My Brilliant Plan: Engage the System
First stop, the council website. Found the ‘Report a Road Issue’ section. Seemed straightforward enough. Filled out the form, pinpointed the location on their little map, described the crater that nearly took out my wheel. Uploaded a picture too. Clicked submit. Got an automated email back almost instantly. Subject: “Issue Received”. Body: basically “Roger that, we got your report. Reference number XYZ. We’ll look into it.” Okay, I thought, progress!
A week went by. Nothing. Two weeks. Still driving the long way round because that pothole, and its buddies, were still having a party on the main road. So, I decided to follow up. Found a number for the roads department. Called them up.
Got put on hold, listened to some truly awful music. Finally, someone picks up. I explain the situation, give my reference number. The person on the other end sounds completely uninterested. Lots of “uh-huh,” “yep,” and the occasional “roger.”

This is where the “roger roads” thing really started in my head.
- Me: “So, has anyone looked at reference XYZ? That pothole is dangerous.”
- Them: “Roger. It’s in the system.”
- Me: “Right, but is there a timeline? When might it get fixed?”
- Them: “Roger. It’s logged for assessment.”
- Me: “Assessment? Can you tell me what that means? Will someone go out there?”
- Them: “Roger.”
It was like talking to a brick wall that had learned one word. Absolutely no useful information. Just confirmation they received the message, but zero commitment or detail. Roger, roger, roger. Thanks for nothing.

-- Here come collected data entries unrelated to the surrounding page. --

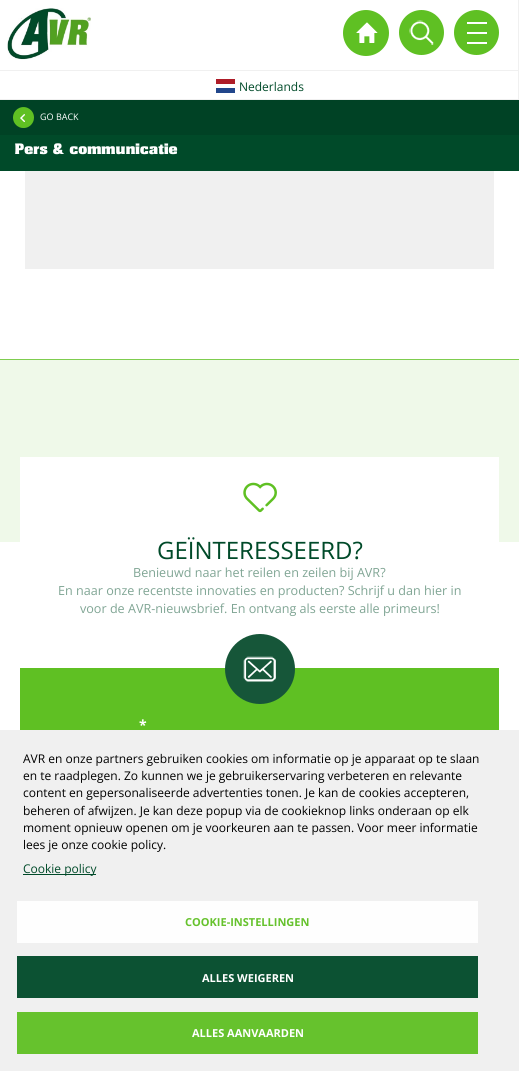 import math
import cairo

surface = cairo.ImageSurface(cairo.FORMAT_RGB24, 519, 1071)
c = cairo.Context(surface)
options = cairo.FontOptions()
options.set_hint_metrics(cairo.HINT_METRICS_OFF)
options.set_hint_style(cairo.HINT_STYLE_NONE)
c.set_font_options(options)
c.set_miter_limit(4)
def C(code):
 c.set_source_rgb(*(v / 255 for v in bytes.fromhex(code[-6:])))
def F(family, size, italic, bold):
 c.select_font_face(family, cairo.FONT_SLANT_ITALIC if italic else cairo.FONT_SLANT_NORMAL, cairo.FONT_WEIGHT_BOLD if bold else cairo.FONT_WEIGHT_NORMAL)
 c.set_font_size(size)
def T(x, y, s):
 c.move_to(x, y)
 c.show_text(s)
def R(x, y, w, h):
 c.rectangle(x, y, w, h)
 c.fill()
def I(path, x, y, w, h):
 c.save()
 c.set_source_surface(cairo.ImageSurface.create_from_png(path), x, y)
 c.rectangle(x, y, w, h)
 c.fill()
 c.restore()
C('ffffff')
c.paint()
C('5fc023')
c.arc(366,33,23,0,2 * math.pi)
c.fill()
I('1.png',356,22,22,21)
c.arc(421.5,32.5,22.5,0,2 * math.pi)
c.fill()
I('2.png',409,20,25,25)
c.arc(476.5,32.5,22.5,0,2 * math.pi)
c.fill()
C('ffffff')
R(467,32,20,2)
R(467,22,20,2)
R(467,42,20,2)
C('f0f0f0')
R(518,0,1,100)
R(0,99,519,1)
I('3.png',7,8,84,52)
R(0,70,519,1)
C('21468b')
R(216,88,19,5)
C('ae1c28')
R(216,79,19,5)
F('Open Sans',12,0,0)
C('004a29')
T(239,91,'Nederlands')
R(0,135,519,36)
C('004225')
R(0,100,519,35)
I('4.png',13,107,21,21)
F('Open Sans',9,0,0)
C('ffffff')
T(40,120,'GO BACK')
F('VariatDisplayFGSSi',14.5,0,0)
T(15,154,'Pers & communicatie')
C('f0f0f0')
R(25,171,469,98)
R(0,730,519,341)
F('Open Sans',12,0,0)
C('000000')
T(23,763,'AVR en onze partners gebruiken cookies om informatie op je apparaat op te slaan')
T(23,780,'en te raadplegen. Zo kunnen we je gebruikerservaring verbeteren en relevante')
T(23,797,'content en gepersonaliseerde advertenties tonen. Je kan de cookies accepteren,')
T(23,815,'beheren of afwijzen. Je kan deze popup via de cookieknop links onderaan op elk')
T(23,832,'moment opnieuw openen om je voorkeuren aan te passen. Voor meer informatie')
T(23,849,'lees je onze cookie policy.')
C('004a29')
R(23,874,73,1)
T(23,873,'Cookie policy')
C('fefefe')
R(17,901,461,42)
F('Open Sans',11,0,1)
C('66c22d')
T(185,926,'COOKIE-INSTELLINGEN')
C('0c5233')
R(17,956,461,42)
C('ffffff')
T(202,982,'ALLES WEIGEREN')
C('66c22d')
R(17,1012,461,42)
C('ffffff')
T(192,1037,'ALLES AANVAARDEN')
C('eff9e9')
R(0,360,519,182)
C('7fcd4f')
R(0,359,519,1)
C('ffffff')
R(20,457,479,85)
I('5.png',243,482,34,31)
F('Open Sans',24,0,0)
C('004a29')
T(157,559,'GEÏNTERESSEERD?')
F('Open Sans',12.6,0,0)
C('80a594')
T(133,577,'Benieuwd naar het reilen en zeilen bij AVR?')
T(58,595,'En naar onze recentste innovaties en producten? Schrijf u dan hier in')
T(80,613,'voor de AVR-nieuwsbrief. En ontvang als eerste alle primeurs!')
C('5fc023')
R(20,668,479,62)
C('165639')
c.new_path()
c.arc(260,669,35,0,2 * math.pi)
c.fill()
I('6.png',243,656,33,26)
F('Open Sans',14,0,1)
C('ffffff')
T(139,730,'*')
surface.write_to_png('o.png') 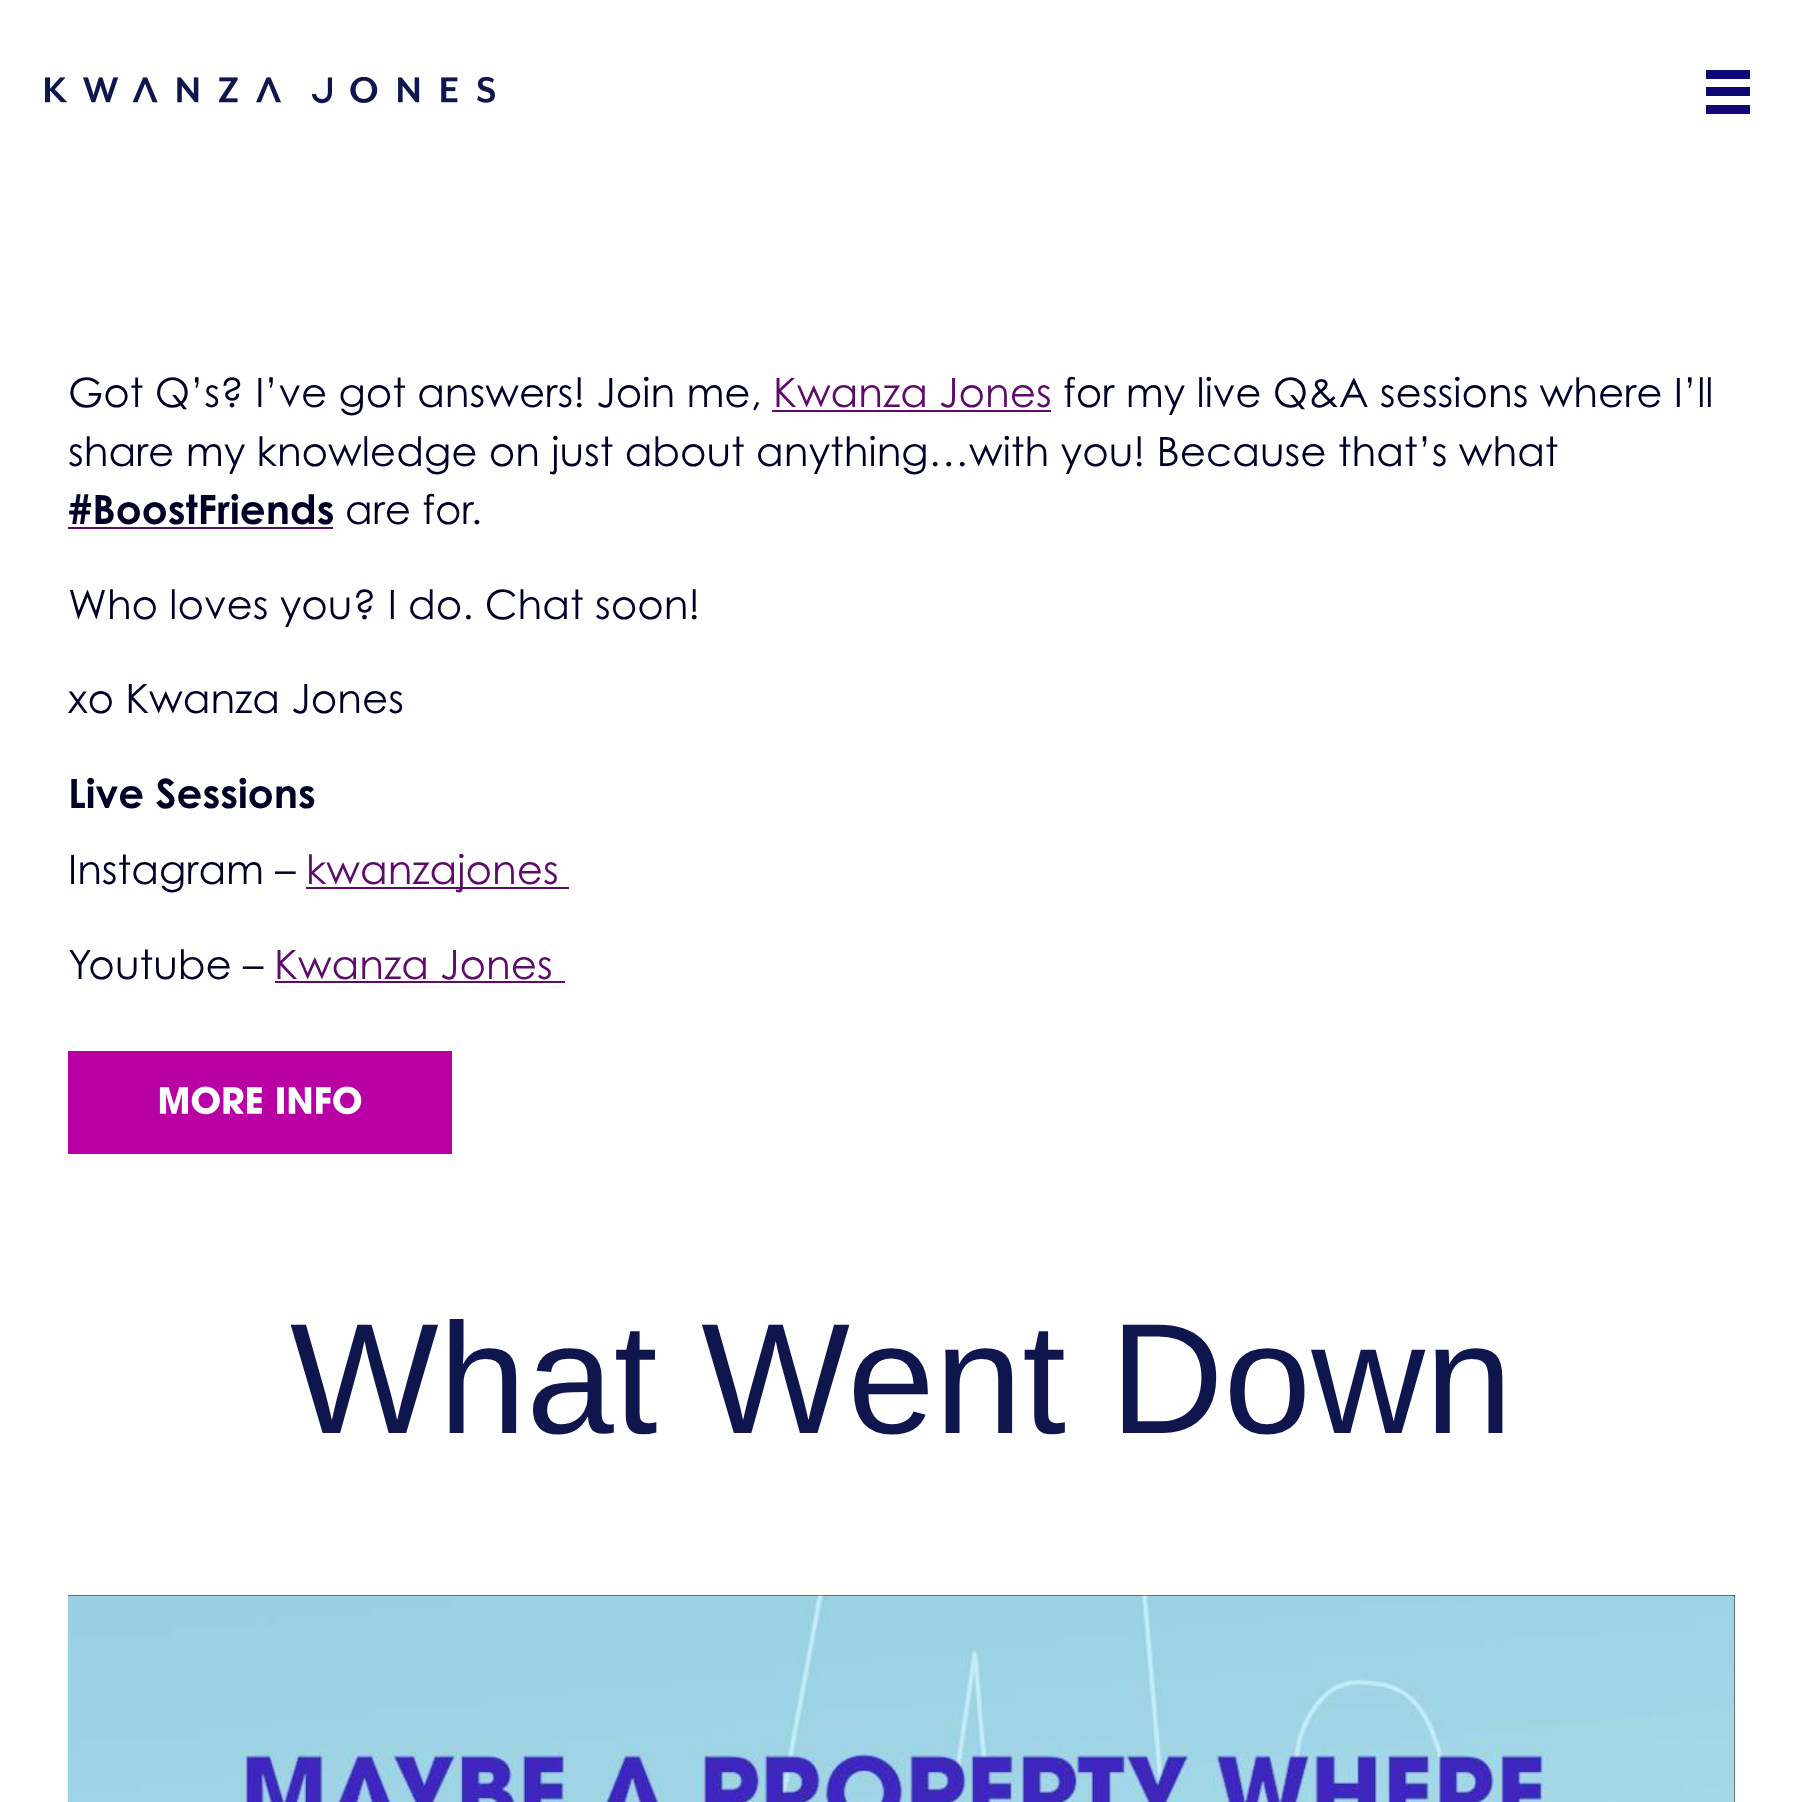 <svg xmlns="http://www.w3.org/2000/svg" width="1802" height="1802">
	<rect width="100%" height="100%" fill="#FFFFFF" />
	<image x="45" y="77" width="450" height="27" href="assets/img1.png" />
	<rect x="1706" y="70" width="44" height="9" fill="#0E0775" />
	<rect x="1706" y="87" width="44" height="9" fill="#0E0775" />
	<rect x="1706" y="105" width="44" height="9" fill="#0E0775" />
	<text x="68" y="407" font-family="Century Gothic" font-size="40.5" fill="#000026">Got Q’s? I’ve got answers! Join me,</text>
	<text x="773" y="407" font-family="Century Gothic" font-size="40.5" fill="#5D0C69">Kwanza Jones</text>
	<rect x="772" y="410" width="279" height="2" fill="#5D0C69" />
	<g font-family="Century Gothic" font-size="40.5" fill="#000026">
		<text x="1063" y="407">for my live Q&amp;A sessions where I’ll</text>
		<text x="68" y="466">share my knowledge on just about anything…with you! Because that’s what</text>
	</g>
	<text x="68" y="524" font-family="Century Gothic" font-size="40.5" font-weight="700" fill="#000026">#BoostFriends</text>
	<rect x="68" y="527" width="265" height="2" fill="#5D0C69" />
	<g font-family="Century Gothic" font-size="40.5" fill="#000026">
		<text x="345" y="524">are for.</text>
		<text x="68" y="619">Who loves you? I do. Chat soon!</text>
		<text x="68" y="713">xo Kwanza Jones</text>
	</g>
	<text x="68" y="808" font-family="Century Gothic" font-size="40.5" font-weight="700" fill="#000026">Live Sessions</text>
	<text x="68" y="884" font-family="Century Gothic" font-size="40.5" fill="#000026">Instagram –</text>
	<rect x="306" y="887" width="263" height="2" fill="#5D0C69" />
	<text x="306" y="884" font-family="Century Gothic" font-size="40.5" fill="#5D0C69">kwanzajones</text>
	<text x="68" y="979" font-family="Century Gothic" font-size="40.5" fill="#000026">Youtube –</text>
	<text x="274" y="979" font-family="Century Gothic" font-size="40.5" fill="#5D0C69">Kwanza Jones</text>
	<rect x="275" y="981" width="290" height="2" fill="#5D0C69" />
	<rect x="68" y="1051" width="384" height="103" fill="#B900A4" />
	<image x="159" y="1086" width="203" height="29" href="assets/img2.png" />
	<text x="290" y="1433" font-family="Liberation Sans" font-size="157.5" fill="#0E164D">What Went Down</text>
	<rect x="68" y="1595" width="1667" height="207" fill="#000000" />
	<image x="67" y="1595" width="1668" height="207" href="assets/img3.png" />
</svg>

Hitting the Pavement (Carefully)
After that call, I figured, okay, maybe they just need more reports. Talked to a few neighbors. Turns out, Sarah down the street reported the same pothole weeks before I did. Dave across the road reported the faded lines. Everyone got the same “Roger, we got it” treatment and then… silence. The roads stayed busted.
I even tried driving down there slowly one Saturday morning, just to take more pictures, maybe document the whole stretch. It wasn’t just one spot; it was a whole series of failures. Cracks everywhere, weeds growing through the tarmac at the edges, a couple of signs bent sideways.
It felt completely hopeless. You try to do the right thing, report a problem that affects everyone, follow their procedures. And you just get sucked into this black hole of “roger” confirmations and zero action. It’s like the system is designed to make you give up.

So yeah, that’s my experience with the roger roads. The potholes are still there, mostly. They did patch one, badly, but ignored the rest. I still take the long way sometimes. It’s frustrating as hell. You just expect things to, you know, work. You report a problem, someone fixes it. But apparently, sometimes all you get is a “roger” and have to learn to live with it. Makes you wonder what exactly you’re paying council tax for, doesn’t it?